* [Directions for this task]:
The entries below should be copied exactly and completely.

Dataset records
-=-=-=-=-
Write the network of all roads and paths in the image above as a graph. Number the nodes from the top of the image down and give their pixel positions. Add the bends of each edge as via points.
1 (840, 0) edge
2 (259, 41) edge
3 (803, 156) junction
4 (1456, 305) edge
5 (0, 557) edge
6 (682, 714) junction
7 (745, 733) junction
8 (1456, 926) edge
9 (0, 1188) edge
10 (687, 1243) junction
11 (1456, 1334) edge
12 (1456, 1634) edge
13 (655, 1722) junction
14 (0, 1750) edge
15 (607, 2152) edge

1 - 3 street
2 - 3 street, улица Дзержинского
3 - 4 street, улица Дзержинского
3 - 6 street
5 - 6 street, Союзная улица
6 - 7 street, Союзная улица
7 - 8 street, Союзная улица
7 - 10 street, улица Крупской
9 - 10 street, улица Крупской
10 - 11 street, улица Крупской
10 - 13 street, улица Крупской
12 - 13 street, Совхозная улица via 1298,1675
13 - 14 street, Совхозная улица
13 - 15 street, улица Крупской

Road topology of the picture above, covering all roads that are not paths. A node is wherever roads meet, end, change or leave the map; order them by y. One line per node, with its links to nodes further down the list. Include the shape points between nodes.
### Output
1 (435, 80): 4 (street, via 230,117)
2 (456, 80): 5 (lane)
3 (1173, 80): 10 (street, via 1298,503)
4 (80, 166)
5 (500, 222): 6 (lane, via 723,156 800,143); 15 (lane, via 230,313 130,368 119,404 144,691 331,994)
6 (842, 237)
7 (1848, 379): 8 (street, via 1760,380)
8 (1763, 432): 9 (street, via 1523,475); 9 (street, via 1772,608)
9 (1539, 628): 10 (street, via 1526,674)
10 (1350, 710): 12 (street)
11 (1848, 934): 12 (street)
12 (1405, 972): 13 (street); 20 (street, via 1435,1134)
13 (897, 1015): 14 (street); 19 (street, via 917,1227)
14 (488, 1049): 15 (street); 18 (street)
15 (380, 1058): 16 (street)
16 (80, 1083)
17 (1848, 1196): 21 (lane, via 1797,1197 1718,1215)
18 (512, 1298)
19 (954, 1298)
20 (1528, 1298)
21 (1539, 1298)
-=-=-=-=-
* [Solution to this task]:
Write the network of all roads and paths in the image above as a graph. Number the nodes from the top of the image down and give their pixel positions. Add the bends of each edge as via points.
1 (840, 0) edge
2 (259, 41) edge
3 (803, 156) junction
4 (1456, 305) edge
5 (0, 557) edge
6 (682, 714) junction
7 (745, 733) junction
8 (1456, 926) edge
9 (0, 1188) edge
10 (687, 1243) junction
11 (1456, 1334) edge
12 (1456, 1634) edge
13 (655, 1722) junction
14 (0, 1750) edge
15 (607, 2152) edge

1 - 3 street
2 - 3 street, улица Дзержинского
3 - 4 street, улица Дзержинского
3 - 6 street
5 - 6 street, Союзная улица
6 - 7 street, Союзная улица
7 - 8 street, Союзная улица
7 - 10 street, улица Крупской
9 - 10 street, улица Крупской
10 - 11 street, улица Крупской
10 - 13 street, улица Крупской
12 - 13 street, Совхозная улица via 1298,1675
13 - 14 street, Совхозная улица
13 - 15 street, улица Крупской

Road topology of the picture above, covering all roads that are not paths. A node is wherever roads meet, end, change or leave the map; order them by y. One line per node, with its links to nodes further down the list. Include the shape points between nodes.
### Output
1 (435, 80): 4 (street, via 230,117)
2 (456, 80): 5 (lane)
3 (1173, 80): 10 (street, via 1298,503)
4 (80, 166)
5 (500, 222): 6 (lane, via 723,156 800,143); 15 (lane, via 230,313 130,368 119,404 144,691 331,994)
6 (842, 237)
7 (1848, 379): 8 (street, via 1760,380)
8 (1763, 432): 9 (street, via 1523,475); 9 (street, via 1772,608)
9 (1539, 628): 10 (street, via 1526,674)
10 (1350, 710): 12 (street)
11 (1848, 934): 12 (street)
12 (1405, 972): 13 (street); 20 (street, via 1435,1134)
13 (897, 1015): 14 (street); 19 (street, via 917,1227)
14 (488, 1049): 15 (street); 18 (street)
15 (380, 1058): 16 (street)
16 (80, 1083)
17 (1848, 1196): 21 (lane, via 1797,1197 1718,1215)
18 (512, 1298)
19 (954, 1298)
20 (1528, 1298)
21 (1539, 1298)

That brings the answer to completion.